Maps of the battle drawn at the time show troop movements east of Pageland Lane and southeast of Little Bull Run, which runs through a portion of parcels in the application.

Bies said 10 acres of the proposal are part of what the U.S. Congress designated as the battlefield park, meaning it can and should be part of the park. He said another 100 acres of the application are part of the battlefield’s “core area,” as designated by Congress, meaning it is land where “battle action took place.” He said 390 acres fall within the designated historic district around the park.

Bies also noted two properties at 6304 and 6312 Pageland Lane include historic buildings that were used as hospitals during and after the battle.

Bies said at least one of five historic cemeteries within the application boundaries include Civil War casualties.  He expressed concerns about the impact of data centers on water quality in the park and how noise from cooling systems could change the park’s character.

The application includes pictures of transmission lines through the area as part of its argument that Pageland Lane is no longer rural. Bies said power lines are much different than data centers.

“While the towers and lines certainly have a visual impact, the views from the park still maintain an entirely rural and agricultural feeling, to include distant but distinct views of the Bull Run Mountains,” he wrote.

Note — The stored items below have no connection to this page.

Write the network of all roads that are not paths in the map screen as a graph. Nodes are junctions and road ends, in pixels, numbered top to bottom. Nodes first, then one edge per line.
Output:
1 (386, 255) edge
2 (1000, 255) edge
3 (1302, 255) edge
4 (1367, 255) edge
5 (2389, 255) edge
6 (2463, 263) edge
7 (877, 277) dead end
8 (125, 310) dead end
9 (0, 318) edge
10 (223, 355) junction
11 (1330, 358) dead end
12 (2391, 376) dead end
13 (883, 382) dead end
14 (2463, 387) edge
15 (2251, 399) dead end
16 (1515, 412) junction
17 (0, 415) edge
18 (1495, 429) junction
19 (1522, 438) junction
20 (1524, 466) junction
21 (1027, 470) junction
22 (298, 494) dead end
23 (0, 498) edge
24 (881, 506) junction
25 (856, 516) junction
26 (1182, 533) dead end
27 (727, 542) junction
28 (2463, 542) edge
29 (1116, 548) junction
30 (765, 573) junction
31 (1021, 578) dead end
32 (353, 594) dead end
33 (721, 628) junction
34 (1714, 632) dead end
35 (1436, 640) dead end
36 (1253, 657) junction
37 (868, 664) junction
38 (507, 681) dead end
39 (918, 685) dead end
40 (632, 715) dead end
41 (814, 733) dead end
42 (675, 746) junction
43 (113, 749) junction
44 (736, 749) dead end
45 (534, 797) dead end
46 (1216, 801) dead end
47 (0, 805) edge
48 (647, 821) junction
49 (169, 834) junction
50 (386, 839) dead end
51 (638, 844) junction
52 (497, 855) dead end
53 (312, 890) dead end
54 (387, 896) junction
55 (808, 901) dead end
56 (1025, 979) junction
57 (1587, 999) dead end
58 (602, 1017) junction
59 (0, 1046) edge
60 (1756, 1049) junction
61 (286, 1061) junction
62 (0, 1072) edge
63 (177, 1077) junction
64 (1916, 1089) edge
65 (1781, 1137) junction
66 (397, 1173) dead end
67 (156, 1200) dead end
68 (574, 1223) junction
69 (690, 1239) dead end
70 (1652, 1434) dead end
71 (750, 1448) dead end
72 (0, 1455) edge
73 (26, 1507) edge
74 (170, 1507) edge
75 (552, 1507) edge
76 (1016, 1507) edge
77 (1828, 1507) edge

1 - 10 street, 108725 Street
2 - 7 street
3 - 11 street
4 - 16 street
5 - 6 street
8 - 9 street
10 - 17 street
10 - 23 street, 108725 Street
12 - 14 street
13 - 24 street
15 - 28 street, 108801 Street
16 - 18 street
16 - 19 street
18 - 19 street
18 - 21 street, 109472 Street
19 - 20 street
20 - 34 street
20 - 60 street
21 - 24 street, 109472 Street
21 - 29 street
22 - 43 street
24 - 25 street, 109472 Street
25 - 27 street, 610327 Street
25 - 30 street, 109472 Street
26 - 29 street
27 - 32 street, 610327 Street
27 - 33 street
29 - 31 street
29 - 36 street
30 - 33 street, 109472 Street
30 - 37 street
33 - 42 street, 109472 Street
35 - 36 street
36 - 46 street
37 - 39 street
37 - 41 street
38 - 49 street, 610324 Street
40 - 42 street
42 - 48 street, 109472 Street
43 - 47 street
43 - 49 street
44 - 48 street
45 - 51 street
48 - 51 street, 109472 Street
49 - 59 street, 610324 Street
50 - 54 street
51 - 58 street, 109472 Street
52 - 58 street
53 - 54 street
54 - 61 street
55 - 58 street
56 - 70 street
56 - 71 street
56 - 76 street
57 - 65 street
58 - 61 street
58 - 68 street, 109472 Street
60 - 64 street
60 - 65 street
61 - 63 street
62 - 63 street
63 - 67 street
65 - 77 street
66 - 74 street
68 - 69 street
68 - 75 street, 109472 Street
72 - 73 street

While the application indicates that studies of potential impacts on views from the battlefield would be conducted along with individual rezoning requests, Bies said the county can’t wait that long. He said the county should conduct a comprehensive viewshed study before moving the project forward.

Bies said the battlefield’s viewshed and rural character have been protected through the rural area designation the county has implemented since 1998. Those policies, which limit residential development and the expansion of public sewer lines, have limited development and helped “temper any increase in the already stifling traffic that transits the park each day,” Bies wrote.

Those policies have been weakened this year through several party-line votes, with Democrats voting together to examine land-use topics countywide rather than only in the designated development area.

County staff are still reviewing the request and examining the proposal and its impact on the surrounding area. The board voted to expand the scope of the examination from just the requested properties to the entirety of Pageland Lane between U.S. 29 and Sudley Road.

Meanwhile, a consultant is reviewing a potential expansion of its Data Center Opportunity Zone Overlay District. The overlay district is currently 10,000 acres designated in 2016 to support data center development by reducing regulatory hurdles.

Bies said the study should be completed before the county votes on the Pageland proposal.

County staff have not scheduled a public hearing on the Pageland application.